Enfin retentit le canon de 1830 ; le royaume des Pays-Bas tomba comme un château de cartes, et la Pologne se suicida avec les armes qu’on lui avait laissées. La restauration française, clé de voûte de cet édifice, fut emportée par une bourrasque, et bientôt la crise orientale préparera pour l’Europe des dangers plus sérieux que ceux dont la menacèrent, en 1830, les mouvemens révolutionnaires de l’Italie et les vagues agitations de l’Allemagne.

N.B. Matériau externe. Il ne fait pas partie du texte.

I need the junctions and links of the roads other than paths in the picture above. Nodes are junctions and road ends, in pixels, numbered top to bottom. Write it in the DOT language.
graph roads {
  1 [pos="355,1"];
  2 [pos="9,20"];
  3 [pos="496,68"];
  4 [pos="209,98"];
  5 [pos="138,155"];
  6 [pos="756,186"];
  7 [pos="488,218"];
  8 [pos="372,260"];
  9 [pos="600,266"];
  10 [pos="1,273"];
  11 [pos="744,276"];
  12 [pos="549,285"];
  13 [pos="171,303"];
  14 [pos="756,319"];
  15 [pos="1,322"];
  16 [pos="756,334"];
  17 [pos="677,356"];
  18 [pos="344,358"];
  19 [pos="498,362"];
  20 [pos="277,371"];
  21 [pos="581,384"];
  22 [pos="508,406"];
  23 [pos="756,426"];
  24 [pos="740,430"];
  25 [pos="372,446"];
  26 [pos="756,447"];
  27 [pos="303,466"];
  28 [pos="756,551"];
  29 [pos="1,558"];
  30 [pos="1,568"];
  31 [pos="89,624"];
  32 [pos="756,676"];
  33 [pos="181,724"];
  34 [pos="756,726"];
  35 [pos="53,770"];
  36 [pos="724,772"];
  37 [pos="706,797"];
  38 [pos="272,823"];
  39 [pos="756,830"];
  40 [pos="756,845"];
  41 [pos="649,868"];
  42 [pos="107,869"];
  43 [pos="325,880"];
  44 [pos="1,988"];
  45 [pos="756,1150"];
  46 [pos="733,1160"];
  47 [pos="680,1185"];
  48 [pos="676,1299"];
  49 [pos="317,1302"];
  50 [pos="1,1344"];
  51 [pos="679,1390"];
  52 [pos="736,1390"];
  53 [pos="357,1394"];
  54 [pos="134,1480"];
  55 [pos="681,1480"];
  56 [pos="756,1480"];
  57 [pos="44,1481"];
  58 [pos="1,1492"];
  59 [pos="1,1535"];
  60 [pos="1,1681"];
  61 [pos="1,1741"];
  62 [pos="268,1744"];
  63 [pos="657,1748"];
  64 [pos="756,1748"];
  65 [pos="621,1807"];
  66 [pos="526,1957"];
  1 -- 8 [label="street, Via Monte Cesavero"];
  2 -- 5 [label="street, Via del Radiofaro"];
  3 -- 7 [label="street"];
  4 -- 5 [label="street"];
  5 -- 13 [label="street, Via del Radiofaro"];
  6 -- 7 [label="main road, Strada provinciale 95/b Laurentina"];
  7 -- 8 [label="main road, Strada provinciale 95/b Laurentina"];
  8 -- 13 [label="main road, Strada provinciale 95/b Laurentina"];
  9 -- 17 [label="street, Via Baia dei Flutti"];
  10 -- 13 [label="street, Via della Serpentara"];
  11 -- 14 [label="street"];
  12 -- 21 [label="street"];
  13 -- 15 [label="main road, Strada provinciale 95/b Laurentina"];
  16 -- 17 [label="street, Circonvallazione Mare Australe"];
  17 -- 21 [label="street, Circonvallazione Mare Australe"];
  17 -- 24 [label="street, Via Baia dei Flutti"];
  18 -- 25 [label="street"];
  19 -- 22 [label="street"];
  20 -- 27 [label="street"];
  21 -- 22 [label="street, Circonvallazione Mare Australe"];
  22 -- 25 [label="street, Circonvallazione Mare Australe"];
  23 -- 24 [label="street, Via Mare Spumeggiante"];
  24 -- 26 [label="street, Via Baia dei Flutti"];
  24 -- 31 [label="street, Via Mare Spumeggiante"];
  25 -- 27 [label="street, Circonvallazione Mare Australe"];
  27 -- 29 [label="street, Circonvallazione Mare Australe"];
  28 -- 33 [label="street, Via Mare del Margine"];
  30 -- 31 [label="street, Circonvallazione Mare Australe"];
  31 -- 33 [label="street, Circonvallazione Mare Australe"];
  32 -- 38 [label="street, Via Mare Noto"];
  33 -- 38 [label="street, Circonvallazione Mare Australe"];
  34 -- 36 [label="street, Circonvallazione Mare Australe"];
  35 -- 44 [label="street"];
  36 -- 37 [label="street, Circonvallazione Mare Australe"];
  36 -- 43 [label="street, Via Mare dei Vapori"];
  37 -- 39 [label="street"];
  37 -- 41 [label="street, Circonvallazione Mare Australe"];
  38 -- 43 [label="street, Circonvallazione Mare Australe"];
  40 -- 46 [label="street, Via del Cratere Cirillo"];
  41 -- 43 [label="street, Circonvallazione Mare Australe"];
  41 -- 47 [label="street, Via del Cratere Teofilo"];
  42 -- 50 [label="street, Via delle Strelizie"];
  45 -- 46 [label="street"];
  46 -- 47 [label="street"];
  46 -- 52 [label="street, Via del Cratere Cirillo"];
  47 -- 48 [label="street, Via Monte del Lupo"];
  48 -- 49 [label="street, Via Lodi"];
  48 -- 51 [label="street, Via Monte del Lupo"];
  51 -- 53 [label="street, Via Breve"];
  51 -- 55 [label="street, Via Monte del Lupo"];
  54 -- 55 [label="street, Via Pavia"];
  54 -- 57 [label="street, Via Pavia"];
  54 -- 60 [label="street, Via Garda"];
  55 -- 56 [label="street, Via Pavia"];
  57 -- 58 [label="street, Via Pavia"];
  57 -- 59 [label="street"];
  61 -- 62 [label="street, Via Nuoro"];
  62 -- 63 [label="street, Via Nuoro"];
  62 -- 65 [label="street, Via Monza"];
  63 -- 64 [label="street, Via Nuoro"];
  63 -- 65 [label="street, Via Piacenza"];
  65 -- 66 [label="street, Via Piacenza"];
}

Il ne restera peut-être alors, de l’édifice de 1815, que des ruines et des enseignemens.

Rappeler ce qui ne se fit pas à Vienne, autant par la faute des circonstances que par celle des hommes, c’est avoir esquissé en quelque sorte la tâche réservée à l’avenir. Il est temps que le respect des nationalités vraiment vivantes devienne la base du système politique, et qu’on fasse, de l’équilibre européen, bien moins le but d’arrangemens factices que la conséquence naturelle de dispositions durables, dictées par le vœu des peuples, et sanctionnées par leur bien-être.

On n’invoque point ici cette étroite nationalité, résurrection du génie antique, que les rêve-creux de l’Allemagne, dans leur haine du cosmopolitisme français, prétendaient imposer à leur patrie ; l’unité des idées prépare l’unité des institutions et des mœurs, et le jour qui verrait triompher le principe des nationalités, verrait aussi consacrer un droit public nouveau, plus rigoureusement applicable à toutes.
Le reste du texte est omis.